(Items from a data source)
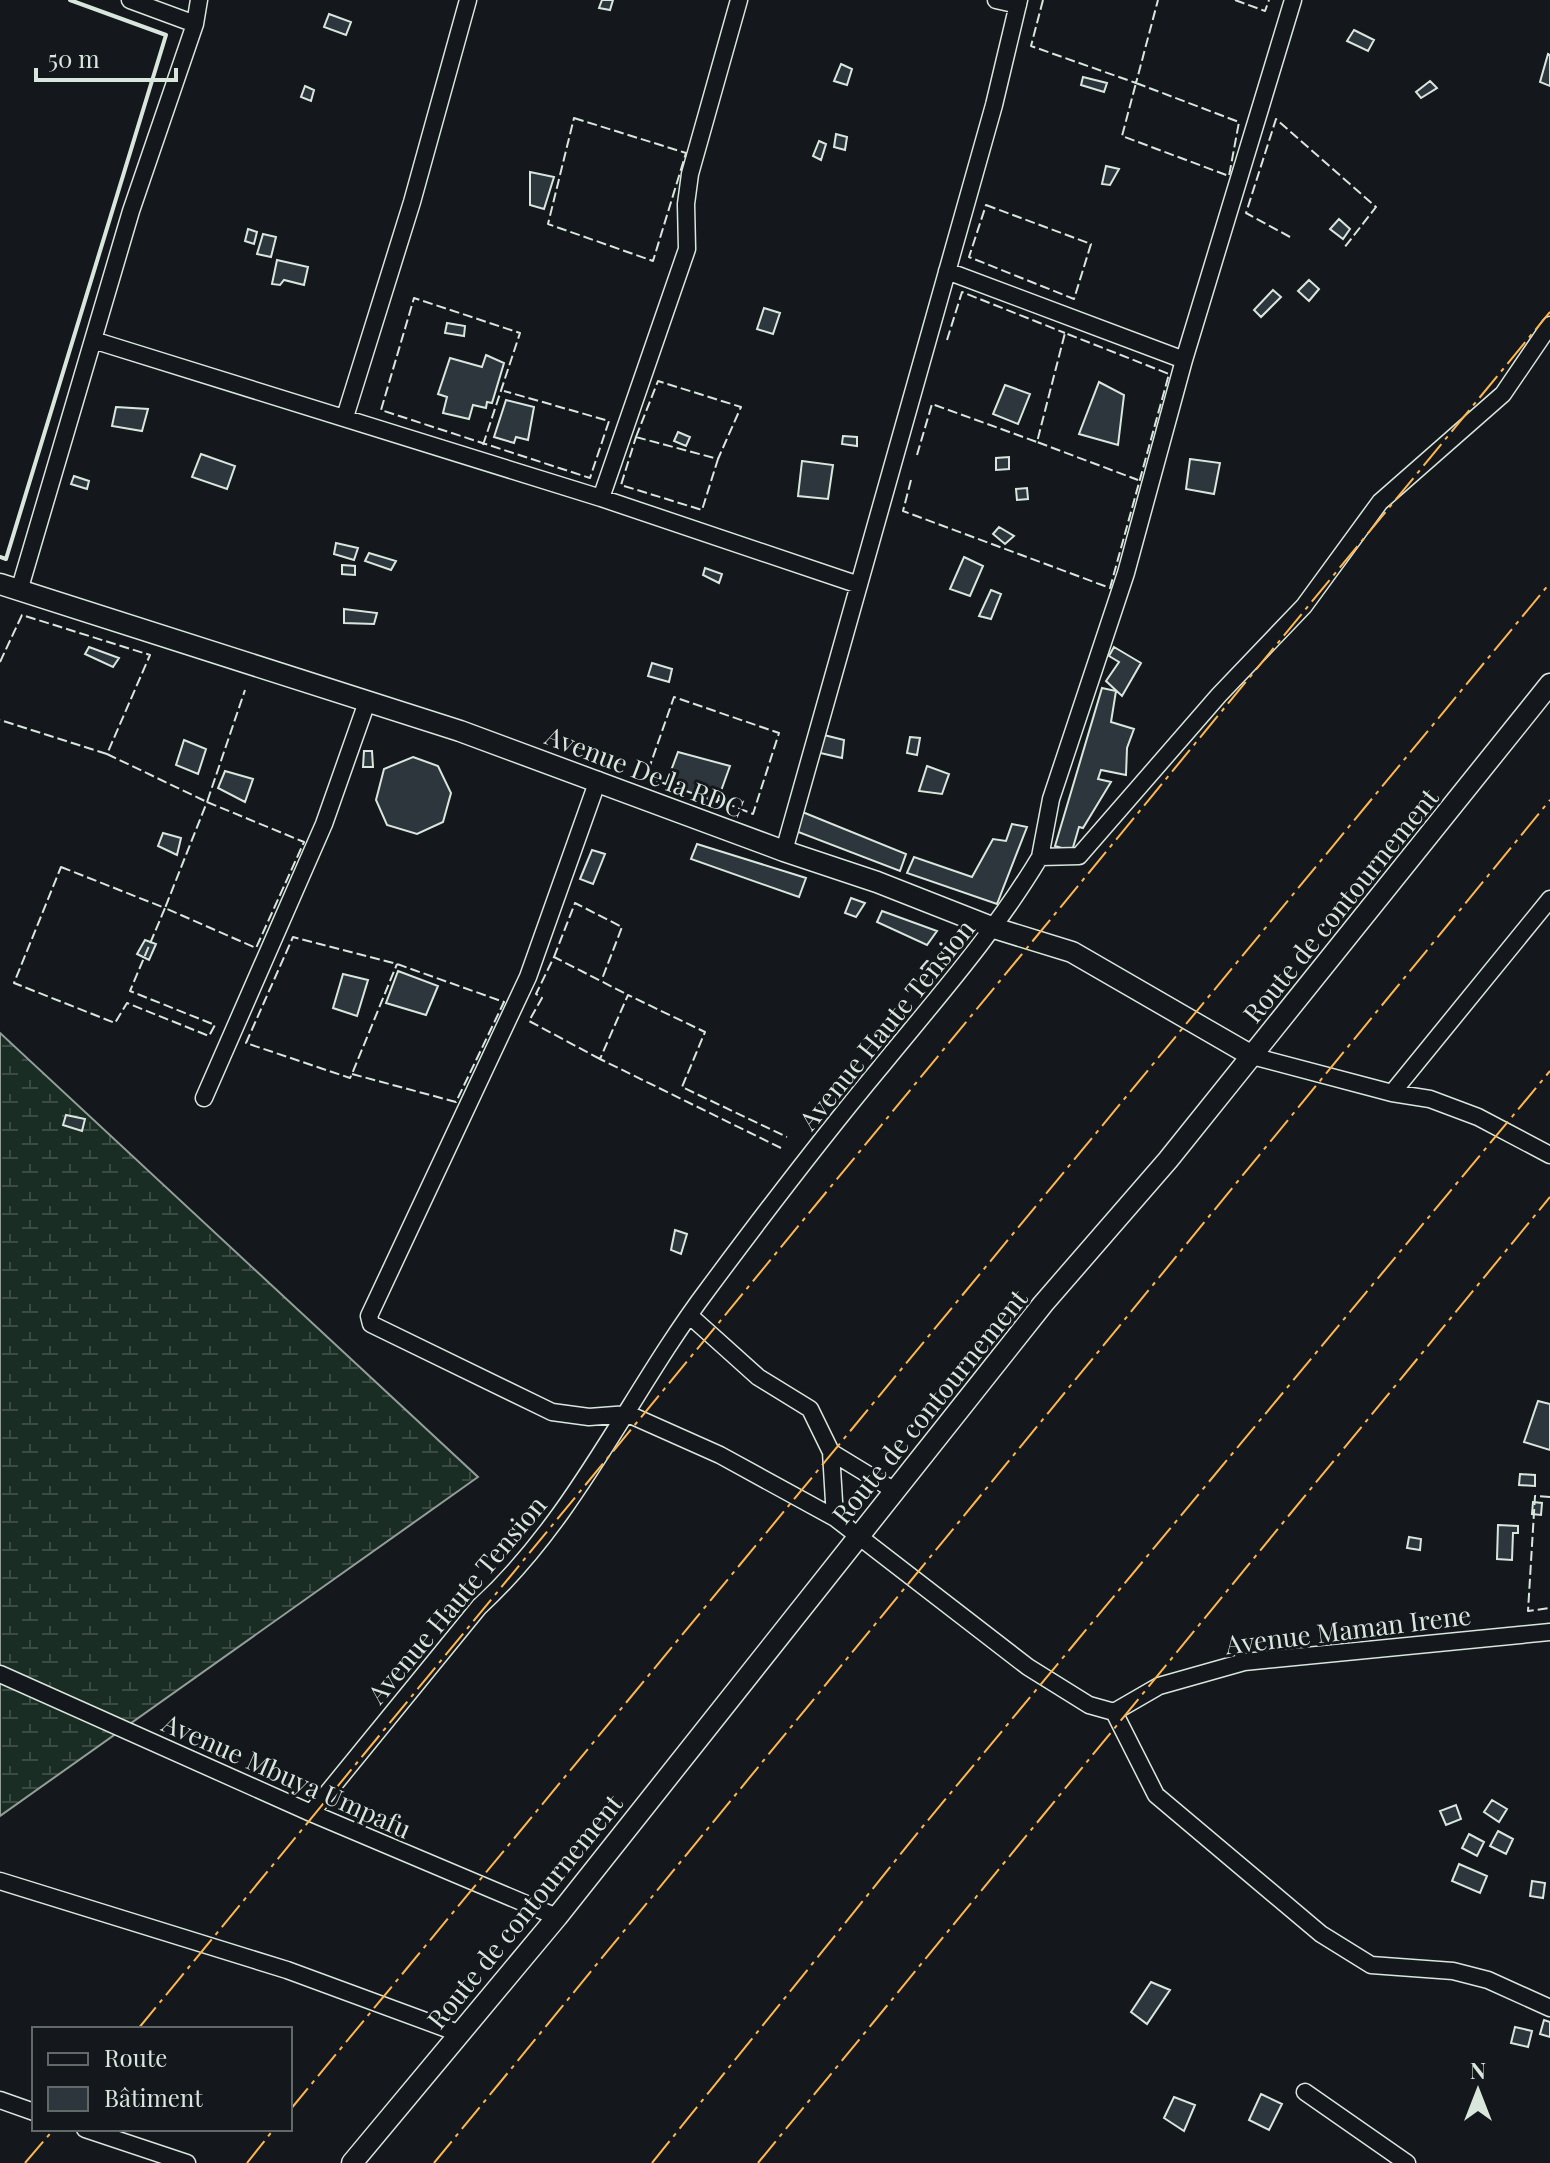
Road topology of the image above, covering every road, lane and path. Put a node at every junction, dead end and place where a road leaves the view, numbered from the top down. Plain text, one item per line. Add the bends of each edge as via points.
1 (130, 0) edge
2 (199, 0) edge
3 (468, 0) edge
4 (739, 0) edge
5 (996, 0) edge
6 (1293, 0) edge
7 (1018, 2) edge
8 (195, 24) junction
9 (947, 271) junction
10 (1550, 325) edge
11 (93, 340) junction
12 (1184, 360) junction
13 (345, 417) junction
14 (601, 498) junction
15 (859, 585) junction
16 (10, 587) edge
17 (1550, 684) edge
18 (367, 702) junction
19 (598, 780) junction
20 (784, 851) junction
21 (1040, 857) junction
22 (1550, 899) edge
23 (994, 928) junction
24 (1252, 1056) junction
25 (1392, 1093) junction
26 (204, 1098) dead end
27 (1550, 1155) edge
28 (689, 1315) junction
29 (628, 1414) junction
30 (831, 1452) junction
31 (895, 1491) junction
32 (835, 1518) junction
33 (859, 1535) junction
34 (1550, 1632) edge
35 (0, 1674) edge
36 (1114, 1712) junction
37 (311, 1813) junction
38 (0, 1881) edge
39 (557, 1917) junction
40 (1550, 2008) edge
41 (458, 2033) junction
42 (1305, 2092) dead end
43 (0, 2100) edge
44 (32, 2111) edge
45 (91, 2131) edge
46 (187, 2163) edge
47 (352, 2163) edge
48 (1407, 2163) edge

1 - 8 street
2 - 8 street
3 - 13 street
4 - 14 street via 690,174 687,249
5 - 7 street
6 - 12 street
7 - 9 street
8 - 11 street
9 - 12 street
9 - 15 street
10 - 21 street via 1503,394 1380,502 1304,606 1079,856
11 - 13 street
11 - 16 street
12 - 21 street via 1126,573 1051,799
13 - 14 street
14 - 15 street
15 - 20 street
16 - 18 street, Avenue De la RDC
17 - 24 street, Route de contournement
18 - 19 street, Avenue De la RDC
18 - 26 street via 324,824
19 - 20 street, Avenue De la RDC
19 - 29 street via 528,977 369,1316 371,1324 390,1335 552,1412 589,1417
20 - 23 street, Avenue De la RDC
21 - 23 street, Avenue Haute Tension
22 - 25 street
23 - 24 street, Avenue De la RDC via 1072,952
23 - 28 street, Avenue Haute Tension
24 - 25 street
24 - 31 street, Route de contournement via 1043,1304
25 - 27 street via 1430,1099 1478,1117
28 - 29 street, Avenue Haute Tension
28 - 30 street via 758,1377 810,1409
29 - 32 street via 720,1455
29 - 37 street, Avenue Haute Tension via 544,1538 479,1607
30 - 31 street
30 - 32 street
31 - 33 street, Route de contournement
32 - 33 street
33 - 36 street via 1028,1667 1089,1705
33 - 39 street, Route de contournement
34 - 36 street, Avenue Maman Irene via 1244,1662 1159,1686
35 - 37 street, Avenue Mbuya Umpafu
36 - 40 street via 1156,1795 1321,1934 1371,1965 1453,1971 1488,1980
37 - 39 street, Avenue Mbuya Umpafu
38 - 41 street via 287,1970
39 - 41 street, Route de contournement
41 - 47 street, Route de contournement
42 - 48 street
43 - 44 street
45 - 46 street

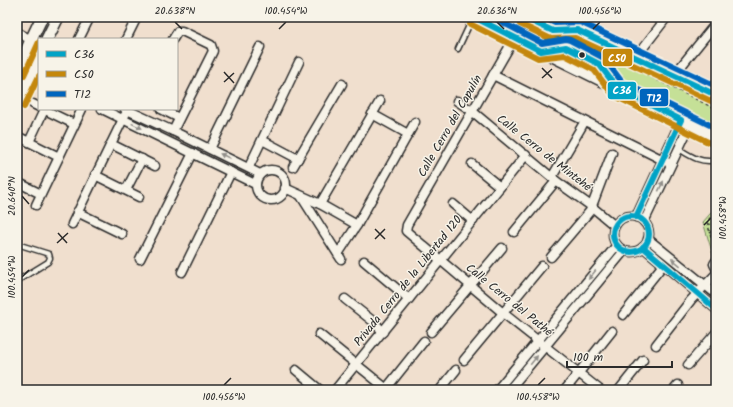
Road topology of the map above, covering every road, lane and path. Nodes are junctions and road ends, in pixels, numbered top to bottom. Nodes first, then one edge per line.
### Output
1 (42, 17) edge
2 (58, 17) edge
3 (90, 17) edge
4 (137, 17) edge
5 (473, 17) edge
6 (508, 17) edge
7 (523, 17) edge
8 (551, 17) edge
9 (667, 17) edge
10 (716, 23) edge
11 (573, 24) edge
12 (17, 32) edge
13 (514, 37) junction
14 (48, 38) edge
15 (80, 38) edge
16 (126, 38) edge
17 (173, 38) edge
18 (31, 40) junction
19 (260, 47) dead end
20 (458, 49) dead end
21 (636, 57) junction
22 (299, 62) dead end
23 (37, 68) edge
24 (17, 72) edge
25 (674, 75) junction
26 (493, 76) junction
27 (342, 84) dead end
28 (715, 93) edge
29 (380, 101) dead end
30 (457, 101) dead end
31 (17, 104) edge
32 (716, 109) edge
33 (39, 110) edge
34 (44, 110) edge
35 (81, 110) edge
36 (104, 110) edge
37 (126, 110) edge
38 (163, 110) edge
39 (472, 111) junction
40 (372, 114) junction
41 (179, 118) junction
42 (123, 119) junction
43 (416, 122) dead end
44 (686, 122) junction
45 (74, 124) junction
46 (582, 126) dead end
47 (173, 131) junction
48 (408, 134) junction
49 (17, 136) edge
50 (716, 137) edge
51 (262, 140) junction
52 (29, 142) junction
53 (111, 144) junction
54 (210, 149) junction
55 (678, 149) junction
56 (193, 153) junction
57 (612, 153) dead end
58 (526, 155) junction
59 (59, 157) junction
60 (142, 159) junction
61 (298, 159) junction
62 (663, 159) junction
63 (716, 160) edge
64 (472, 164) dead end
65 (672, 164) junction
66 (155, 166) dead end
67 (249, 167) junction
68 (293, 167) dead end
69 (231, 172) junction
70 (260, 174) junction
71 (95, 175) junction
72 (554, 179) junction
73 (17, 182) edge
74 (255, 184) junction
75 (500, 187) junction
76 (285, 188) junction
77 (126, 190) junction
78 (41, 194) junction
79 (300, 195) junction
80 (140, 197) dead end
81 (320, 204) junction
82 (453, 204) dead end
83 (36, 205) dead end
84 (591, 206) junction
85 (716, 210) edge
86 (78, 212) junction
87 (636, 217) junction
88 (473, 220) junction
89 (644, 222) junction
90 (72, 224) dead end
91 (707, 224) junction
92 (357, 225) junction
93 (716, 225) edge
94 (615, 226) junction
95 (406, 228) joint
96 (514, 232) dead end
97 (710, 233) junction
98 (122, 234) dead end
99 (648, 239) junction
100 (17, 244) edge
101 (617, 245) junction
102 (502, 248) dead end
103 (643, 248) junction
104 (715, 248) edge
105 (624, 251) junction
106 (716, 254) edge
107 (551, 257) dead end
108 (140, 259) dead end
109 (442, 260) junction
110 (364, 261) dead end
111 (716, 261) edge
112 (662, 265) junction
113 (542, 266) dead end
114 (716, 268) edge
115 (182, 272) dead end
116 (716, 274) edge
117 (17, 281) edge
118 (471, 285) junction
119 (705, 285) junction
120 (698, 293) junction
121 (716, 294) edge
122 (346, 299) dead end
123 (409, 299) junction
124 (716, 309) edge
125 (503, 312) junction
126 (17, 315) edge
127 (623, 315) dead end
128 (18, 326) dead end
129 (612, 331) dead end
130 (383, 332) junction
131 (431, 332) dead end
132 (716, 333) edge
133 (319, 334) dead end
134 (424, 341) dead end
135 (542, 343) junction
136 (656, 345) dead end
137 (464, 360) dead end
138 (643, 360) dead end
139 (356, 364) junction
140 (688, 365) dead end
141 (296, 370) dead end
142 (456, 370) dead end
143 (578, 372) junction
144 (320, 390) edge
145 (335, 390) edge
146 (387, 390) edge
147 (440, 390) edge
148 (497, 390) edge
149 (509, 390) edge
150 (565, 390) edge
151 (600, 390) edge
152 (619, 390) edge

1 - 18 main road
2 - 14 main road
3 - 15 street
4 - 16 street
5 - 13 main road
5 - 20 lane
6 - 32 path
7 - 11 lane
8 - 11 main road
9 - 21 street
10 - 25 street
11 - 21 main road
12 - 18 street
13 - 26 street, Calle Cerro del Capulín
13 - 44 main road
17 - 41 street
18 - 24 main road
19 - 54 street
21 - 25 main road
22 - 51 street
23 - 31 main road
25 - 28 main road
26 - 39 street, Calle Cerro del Capulín
26 - 62 street
27 - 61 street
29 - 40 street
30 - 39 street, Calle Cerro de Mintehé
33 - 52 street
34 - 45 street
35 - 45 street
36 - 42 street
37 - 42 street
37 - 47 street
38 - 41 street
39 - 58 street, Calle Cerro de Mintehé
39 - 95 street, Calle Cerro del Capulín
40 - 48 street
40 - 81 street
41 - 47 street
42 - 53 street
42 -> 56 street
43 - 48 street
44 - 50 main road
44 - 55 street
44 - 62 street
45 - 59 street
46 - 72 street
47 - 54 street
48 - 92 street
49 - 52 street
51 - 61 street
51 - 67 street
52 - 59 street
53 - 60 street
53 - 71 street
67 -> 54 street
55 - 63 lane
55 - 65 street
56 - 69 street
56 - 108 street
57 - 84 street
58 - 72 street, Calle Cerro de Mintehé
58 - 75 street, Privada Cerro de la Libertad 120
59 - 78 street
60 - 66 street
60 - 77 street
61 - 68 street
62 - 65 street
62 - 87 street
64 - 75 street
89 -> 65 street
67 - 70 street
69 - 74 street
69 - 115 street
70 - 74 street
70 - 76 street
71 - 77 street
71 - 86 street
72 - 84 street, Calle Cerro de Mintehé
72 - 96 street
73 - 78 street
74 - 76 street
75 - 88 street, Privada Cerro de la Libertad 120
76 - 79 street
77 - 80 street
78 - 83 street
79 - 81 street
79 - 92 street
81 - 92 street
82 - 88 street
84 - 94 street, Calle Cerro de Mintehé
84 - 107 street
85 - 91 path
86 - 90 street
86 - 98 street
87 - 89 street
87 - 94 street
88 - 109 street, Privada Cerro de la Libertad 120
89 - 99 street
91 - 93 path
91 - 97 path
93 - 97 path
94 - 101 street
95 - 109 street, Calle Cerro del Pathé
97 - 104 path
99 - 103 street
119 -> 99 street
100 - 117 lane
101 - 105 street
101 -> 135 street
102 - 118 street
103 - 105 street
103 - 112 street
104 - 106 path
105 - 135 street
109 - 118 street, Calle Cerro del Pathé
109 - 123 street, Privada Cerro de la Libertad 120
110 - 123 street
111 - 114 street
112 - 120 street
112 - 127 street
113 - 125 street
116 - 119 street
118 - 125 street, Calle Cerro del Pathé
118 - 131 street
119 - 120 street
119 - 121 street
120 - 124 street
120 - 136 street
122 - 130 street
123 - 130 street, Privada Cerro de la Libertad 120
125 - 135 street, Calle Cerro del Pathé
125 - 137 street
126 - 128 lane
129 - 143 street
130 - 139 street, Privada Cerro de la Libertad 120
132 - 140 street
133 - 139 street
134 - 146 street
135 - 143 street, Calle Cerro del Pathé
135 - 148 street
149 -> 135 street
138 - 152 street
139 - 145 street, Privada Cerro de la Libertad 120
139 - 146 street
141 - 144 street
142 - 147 street
143 - 150 street
143 - 151 street, Calle Cerro del Pathé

◆ **WORK REQUIRED**: Among the records, find every line holding the word "Route" and copy it.

◆ **ANSWER SECTION**:
17 - 24 street, Route de contournement
24 - 31 street, Route de contournement via 1043,1304
31 - 33 street, Route de contournement
33 - 39 street, Route de contournement
39 - 41 street, Route de contournement
41 - 47 street, Route de contournement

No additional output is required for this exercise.